=== DATA UNDER STUDY ===

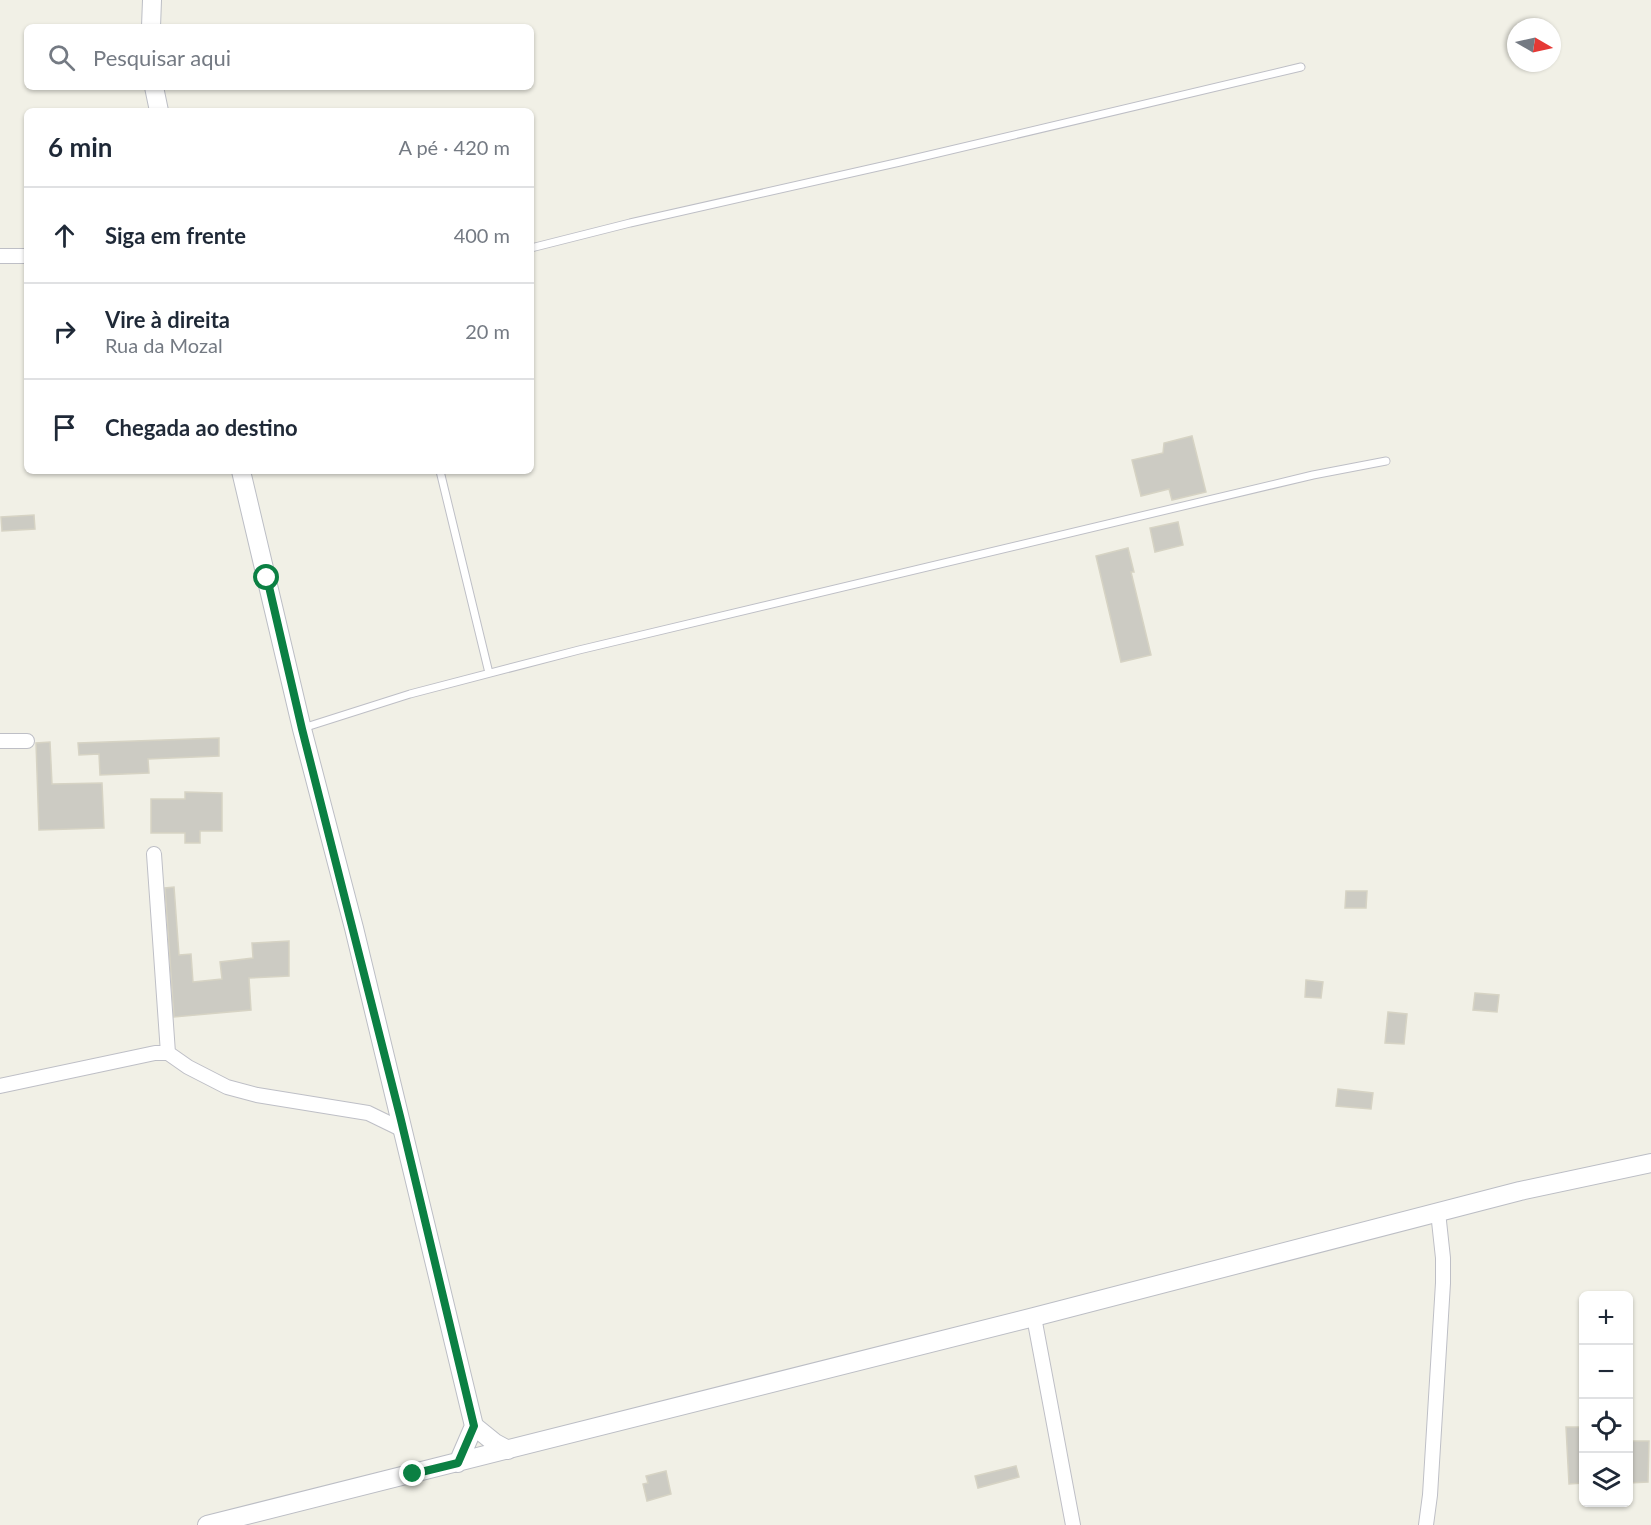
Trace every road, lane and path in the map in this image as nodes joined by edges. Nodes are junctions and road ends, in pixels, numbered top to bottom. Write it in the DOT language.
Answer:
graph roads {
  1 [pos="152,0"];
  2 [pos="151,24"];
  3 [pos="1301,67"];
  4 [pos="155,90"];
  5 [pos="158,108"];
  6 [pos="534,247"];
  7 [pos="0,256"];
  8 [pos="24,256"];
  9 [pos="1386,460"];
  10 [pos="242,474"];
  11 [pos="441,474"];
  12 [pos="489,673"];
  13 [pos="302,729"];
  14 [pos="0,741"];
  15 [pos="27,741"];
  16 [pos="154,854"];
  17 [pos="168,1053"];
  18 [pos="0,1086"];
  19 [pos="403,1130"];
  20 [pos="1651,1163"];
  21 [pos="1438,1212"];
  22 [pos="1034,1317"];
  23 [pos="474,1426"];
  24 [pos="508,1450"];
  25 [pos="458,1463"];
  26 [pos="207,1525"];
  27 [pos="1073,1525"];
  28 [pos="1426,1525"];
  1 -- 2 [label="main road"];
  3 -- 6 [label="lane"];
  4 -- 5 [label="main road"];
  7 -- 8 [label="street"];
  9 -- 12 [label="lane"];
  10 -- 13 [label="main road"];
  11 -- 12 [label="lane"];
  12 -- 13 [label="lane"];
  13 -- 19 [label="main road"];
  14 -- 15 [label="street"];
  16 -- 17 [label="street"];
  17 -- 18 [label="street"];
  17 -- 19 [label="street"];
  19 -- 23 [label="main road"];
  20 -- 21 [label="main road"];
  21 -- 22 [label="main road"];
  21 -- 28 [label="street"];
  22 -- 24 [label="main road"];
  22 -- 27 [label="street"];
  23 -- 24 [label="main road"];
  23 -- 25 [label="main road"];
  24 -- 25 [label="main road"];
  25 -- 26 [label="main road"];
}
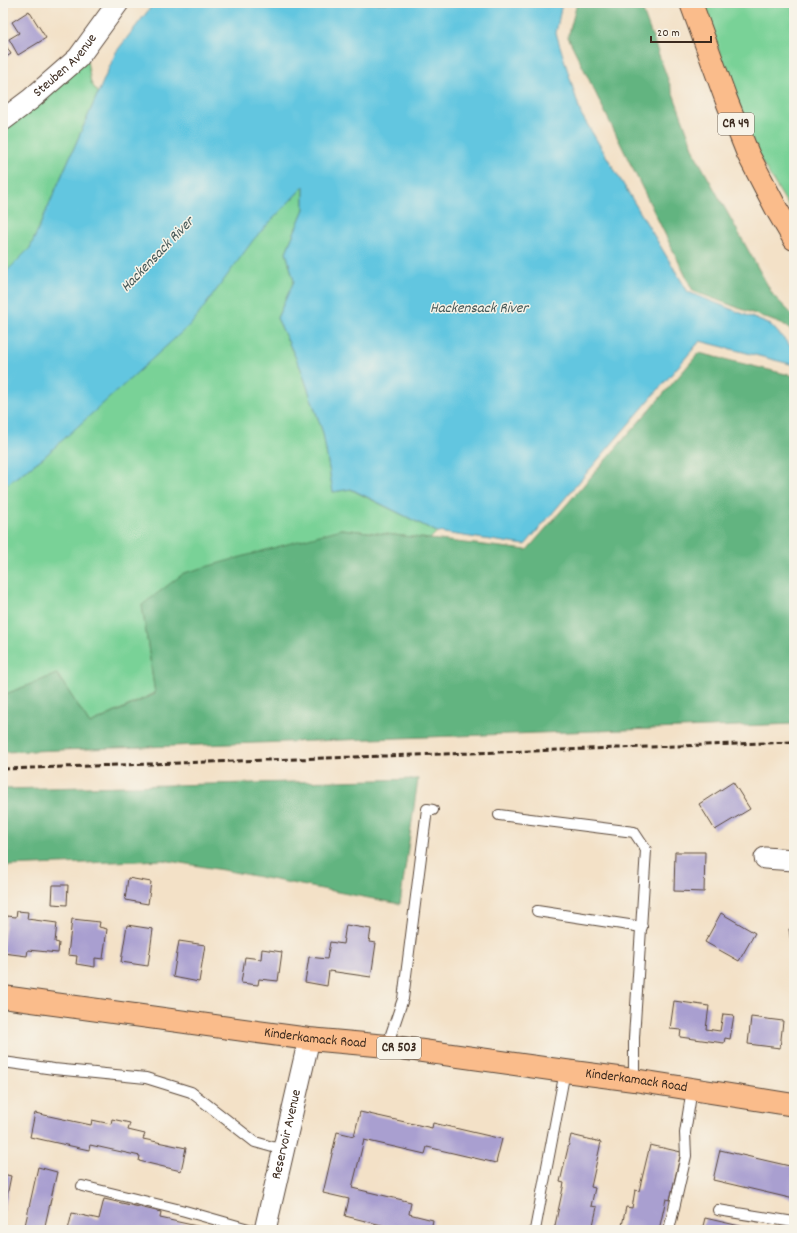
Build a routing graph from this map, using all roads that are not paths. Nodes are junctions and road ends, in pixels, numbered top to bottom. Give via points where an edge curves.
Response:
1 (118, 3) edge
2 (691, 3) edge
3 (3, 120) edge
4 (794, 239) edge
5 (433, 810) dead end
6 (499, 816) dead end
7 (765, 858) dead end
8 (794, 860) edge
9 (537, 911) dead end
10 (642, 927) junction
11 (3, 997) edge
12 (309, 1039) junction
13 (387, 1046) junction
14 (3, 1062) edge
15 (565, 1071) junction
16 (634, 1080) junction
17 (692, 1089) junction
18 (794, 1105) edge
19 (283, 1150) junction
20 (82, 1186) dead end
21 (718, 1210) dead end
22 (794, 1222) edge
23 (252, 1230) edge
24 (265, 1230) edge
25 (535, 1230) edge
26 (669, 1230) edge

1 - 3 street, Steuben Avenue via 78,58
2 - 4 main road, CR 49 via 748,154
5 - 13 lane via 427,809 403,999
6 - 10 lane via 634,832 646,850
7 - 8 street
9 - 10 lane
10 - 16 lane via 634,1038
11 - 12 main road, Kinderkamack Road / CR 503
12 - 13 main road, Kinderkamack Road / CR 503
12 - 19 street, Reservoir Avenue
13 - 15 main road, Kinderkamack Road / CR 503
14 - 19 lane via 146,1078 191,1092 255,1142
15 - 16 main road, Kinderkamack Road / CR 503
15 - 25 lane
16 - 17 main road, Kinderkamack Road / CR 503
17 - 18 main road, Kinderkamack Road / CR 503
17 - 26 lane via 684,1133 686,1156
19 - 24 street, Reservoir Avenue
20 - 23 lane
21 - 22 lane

===
=== DATA UNDER STUDY ===

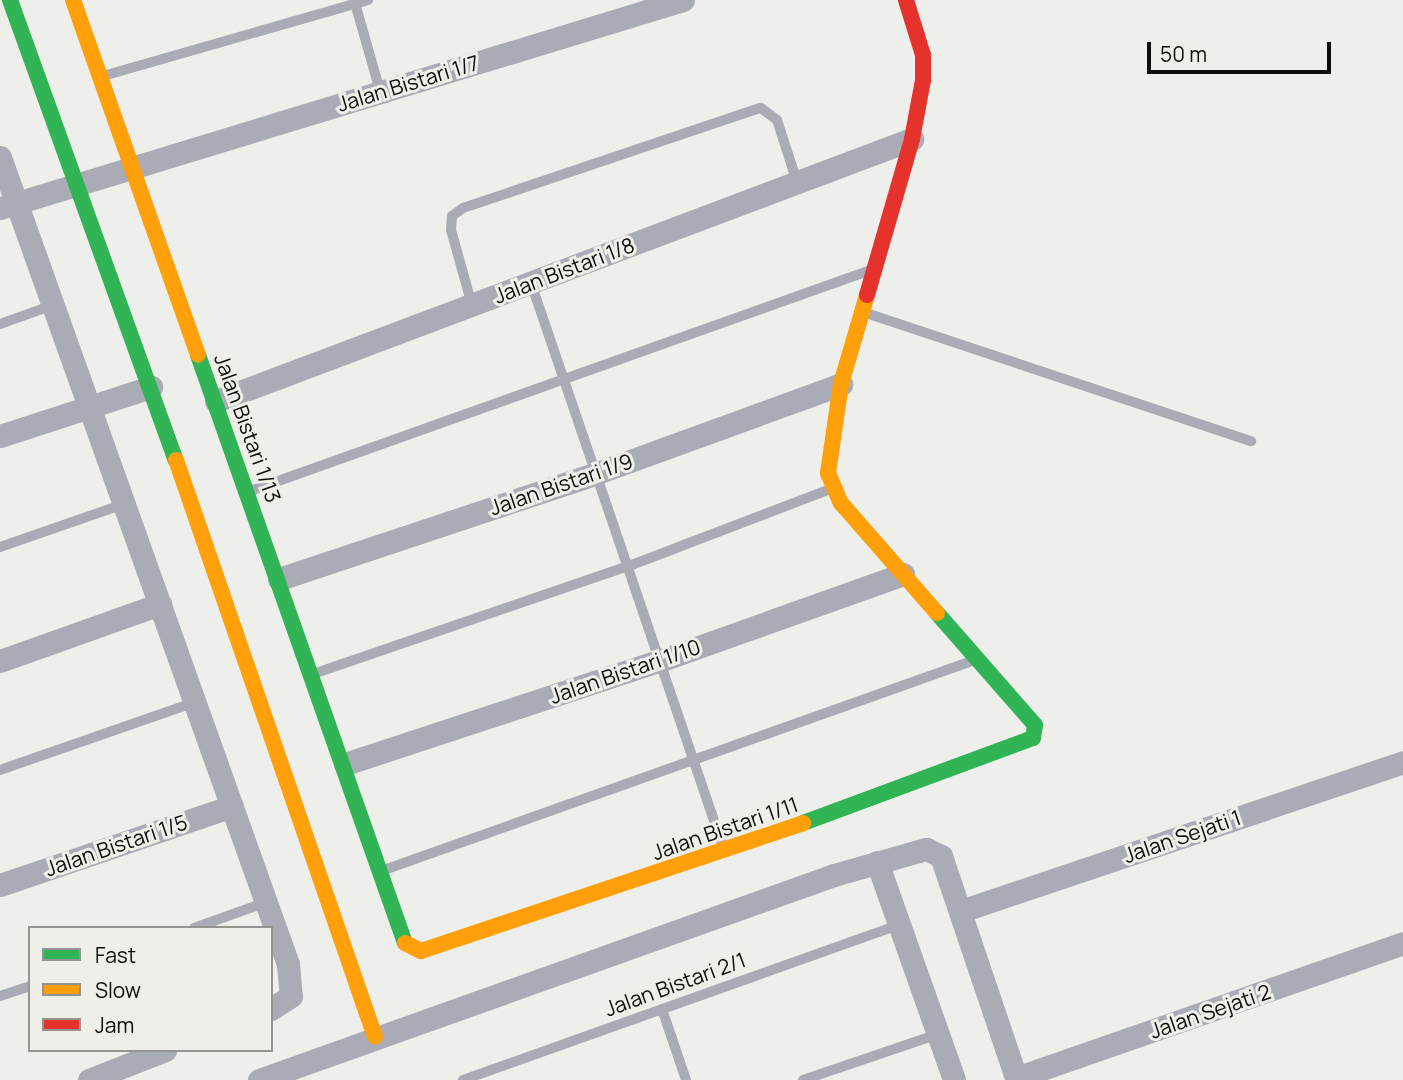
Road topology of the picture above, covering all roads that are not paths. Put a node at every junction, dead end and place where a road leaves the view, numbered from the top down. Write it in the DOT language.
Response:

===

• WORK TASK: All that is needed is the number of lines in the listing holding the word "ends".

• EXERCISE RESPONSE: 2